The 1922 Committee may not excite most people, but this account of its first century – for, as Philip Norton writes, it was actually founded in 1923 – exhibits impeccable scholarship and a degree of charm. Norton has not only, as a Conservative peer, attended the weekly meetings of the ’22 (as it is widely known), but has studied countless documents about it. His book is only the second to cover the history of this organised group of Conservative parliamentarians. The first, by Philip Goodhart, was published for the 50th anniversary, but when Goodhart was writing, in 1973, the ’22 had barely begun to flex its muscle – indeed, it had hardly realised that it had had any muscle to flex.
The ’22 was the brainchild of Gervais Rentoul, who became the MP for Lowestoft at the 1922 election. In those days, there was no debate about what the leader of the Conservative Party did: he did what he and his close associates liked. Rentoul’s idea was to form a group composed solely of those who had been elected, like him, in 1922, as a means to learn the ropes. As Norton points out, like all proper Conservative institutions, the ’22 soon evolved. It extended membership to the intakes of the 1923 and 1924 elections, and eventually to all Conservative MPs who were not ministers. Much later, Conservative peers were invited.
For much of its existence, it was an opportunity for MPs to sound off in private among co-religionists, whether about grievances against the leadership, or against fellow Members harming party unity; but a whip was invited, and sometimes ministers, and messages were conveyed about matters of possible discontent. Harold Macmillan used an address to the ’22 during the Suez crisis to pitch for the leadership (though Norton does not quote Enoch Powell’s observation of that speech that its “sheer devilry” was “disgusting”). Sometimes ministers addressing the ’22 came out so badly that their careers nose-dived. But it was not until the party abandoned the “magic circle” – the means by which its leaders “emerged” rather than were elected, which last happened in 1963 – that the ’22 really grew teeth.
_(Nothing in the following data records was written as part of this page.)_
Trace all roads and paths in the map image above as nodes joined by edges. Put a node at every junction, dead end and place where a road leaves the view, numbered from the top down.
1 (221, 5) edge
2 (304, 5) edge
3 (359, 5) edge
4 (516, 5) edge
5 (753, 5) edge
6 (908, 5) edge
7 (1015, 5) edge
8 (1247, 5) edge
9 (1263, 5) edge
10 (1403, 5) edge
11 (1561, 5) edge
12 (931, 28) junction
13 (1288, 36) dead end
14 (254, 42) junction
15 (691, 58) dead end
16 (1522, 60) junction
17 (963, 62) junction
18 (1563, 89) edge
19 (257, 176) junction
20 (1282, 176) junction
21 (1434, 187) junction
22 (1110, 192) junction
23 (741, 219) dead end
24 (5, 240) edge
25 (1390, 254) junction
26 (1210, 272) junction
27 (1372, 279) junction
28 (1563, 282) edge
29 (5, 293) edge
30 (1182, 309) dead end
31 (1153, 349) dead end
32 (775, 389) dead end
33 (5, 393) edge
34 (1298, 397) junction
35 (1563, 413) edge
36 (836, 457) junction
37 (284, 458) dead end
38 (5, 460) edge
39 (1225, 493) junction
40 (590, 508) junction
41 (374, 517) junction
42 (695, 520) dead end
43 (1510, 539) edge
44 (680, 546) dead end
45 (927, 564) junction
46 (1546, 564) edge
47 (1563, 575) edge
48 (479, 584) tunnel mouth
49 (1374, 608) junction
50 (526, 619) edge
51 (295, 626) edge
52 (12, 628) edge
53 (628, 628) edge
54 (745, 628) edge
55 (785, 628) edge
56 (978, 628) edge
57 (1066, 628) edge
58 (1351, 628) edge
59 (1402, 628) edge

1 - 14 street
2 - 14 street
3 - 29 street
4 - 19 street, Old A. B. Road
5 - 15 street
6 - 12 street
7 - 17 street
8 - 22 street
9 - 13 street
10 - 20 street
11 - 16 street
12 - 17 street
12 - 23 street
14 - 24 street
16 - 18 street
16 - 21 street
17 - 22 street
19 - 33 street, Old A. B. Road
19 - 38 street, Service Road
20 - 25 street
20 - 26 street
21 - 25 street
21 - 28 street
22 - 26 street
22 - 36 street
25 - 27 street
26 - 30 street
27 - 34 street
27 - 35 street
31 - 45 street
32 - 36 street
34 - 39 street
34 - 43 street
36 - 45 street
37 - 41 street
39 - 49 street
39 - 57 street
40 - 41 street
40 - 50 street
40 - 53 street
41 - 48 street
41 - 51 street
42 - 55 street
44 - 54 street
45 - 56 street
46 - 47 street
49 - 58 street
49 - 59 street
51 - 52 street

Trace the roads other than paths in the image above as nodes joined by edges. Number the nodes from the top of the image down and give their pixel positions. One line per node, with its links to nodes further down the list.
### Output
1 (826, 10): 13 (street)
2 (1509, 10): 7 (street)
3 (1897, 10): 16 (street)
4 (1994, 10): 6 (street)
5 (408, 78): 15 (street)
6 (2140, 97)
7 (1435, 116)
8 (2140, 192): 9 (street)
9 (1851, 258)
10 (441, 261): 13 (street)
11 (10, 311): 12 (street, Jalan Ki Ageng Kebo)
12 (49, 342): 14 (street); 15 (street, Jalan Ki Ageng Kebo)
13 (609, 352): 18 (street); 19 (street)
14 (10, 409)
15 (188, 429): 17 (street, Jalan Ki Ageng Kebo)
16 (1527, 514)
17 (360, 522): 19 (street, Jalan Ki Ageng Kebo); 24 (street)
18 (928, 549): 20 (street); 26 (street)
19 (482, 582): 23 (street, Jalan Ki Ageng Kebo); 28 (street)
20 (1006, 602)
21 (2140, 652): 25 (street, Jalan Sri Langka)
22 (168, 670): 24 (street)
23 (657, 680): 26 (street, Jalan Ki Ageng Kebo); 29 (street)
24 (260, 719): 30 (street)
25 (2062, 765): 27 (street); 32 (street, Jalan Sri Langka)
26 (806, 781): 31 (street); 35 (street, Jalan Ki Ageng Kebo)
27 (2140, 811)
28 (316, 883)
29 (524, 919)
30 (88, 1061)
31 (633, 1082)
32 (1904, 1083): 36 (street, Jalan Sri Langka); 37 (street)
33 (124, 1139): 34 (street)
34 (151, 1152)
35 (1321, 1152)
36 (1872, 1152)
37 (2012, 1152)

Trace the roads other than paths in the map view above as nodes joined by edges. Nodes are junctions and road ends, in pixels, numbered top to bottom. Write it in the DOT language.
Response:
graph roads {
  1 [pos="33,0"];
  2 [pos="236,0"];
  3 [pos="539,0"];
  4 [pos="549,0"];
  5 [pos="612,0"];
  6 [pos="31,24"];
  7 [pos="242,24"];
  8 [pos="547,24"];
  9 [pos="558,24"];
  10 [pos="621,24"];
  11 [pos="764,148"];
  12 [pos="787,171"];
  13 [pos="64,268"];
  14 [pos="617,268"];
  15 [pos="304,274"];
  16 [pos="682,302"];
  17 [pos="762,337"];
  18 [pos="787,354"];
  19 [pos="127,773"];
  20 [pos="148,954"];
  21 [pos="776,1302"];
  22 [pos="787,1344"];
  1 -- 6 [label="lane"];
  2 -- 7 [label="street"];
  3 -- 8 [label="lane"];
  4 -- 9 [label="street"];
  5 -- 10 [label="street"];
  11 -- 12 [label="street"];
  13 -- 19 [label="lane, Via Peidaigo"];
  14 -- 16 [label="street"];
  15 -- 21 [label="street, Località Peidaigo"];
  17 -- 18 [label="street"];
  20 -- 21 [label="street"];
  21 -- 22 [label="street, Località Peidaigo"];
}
Part of its evolution was that its executive was consulted on, and then ran, contests for the leadership. The first time the ’22 became aggressive with a leader was with Ted Heath, when his losing two elections in seven months in 1974 failed to convince him that he might not be an ideal leader. The rules were changed so that someone who did not stand in the first round of a leadership ballot could run in the second – which allowed Heath loyalists to come in against Mrs Thatcher in February 1975 when, to Heath’s horror, she beat him in the first round, but not by enough to win outright, which she did in the second.
Yet it was not until the 13 years of opposition after the 1997 Blair landslide that the ’22’s claws really came out. It defenestrated Iain Duncan Smith; it attacked Michael Howard when he over-reacted to a speech by the party’s deputy chairman, Howard Flight, and rather than just sack him, removed the whip. David Cameron, when leader, saw all who disagreed with him or questioned him as enemies to be neutralised, and tried to make the ’22 allow ministers to join, mainly so they could use their influence to prevent critics of his being elected. His plan backfired badly. The threat of a challenge in the courts stopped him: he had no authority over the ’22, which was effectively a private club, and the person he least wanted to run the ’22, Graham Brady, secured its chair.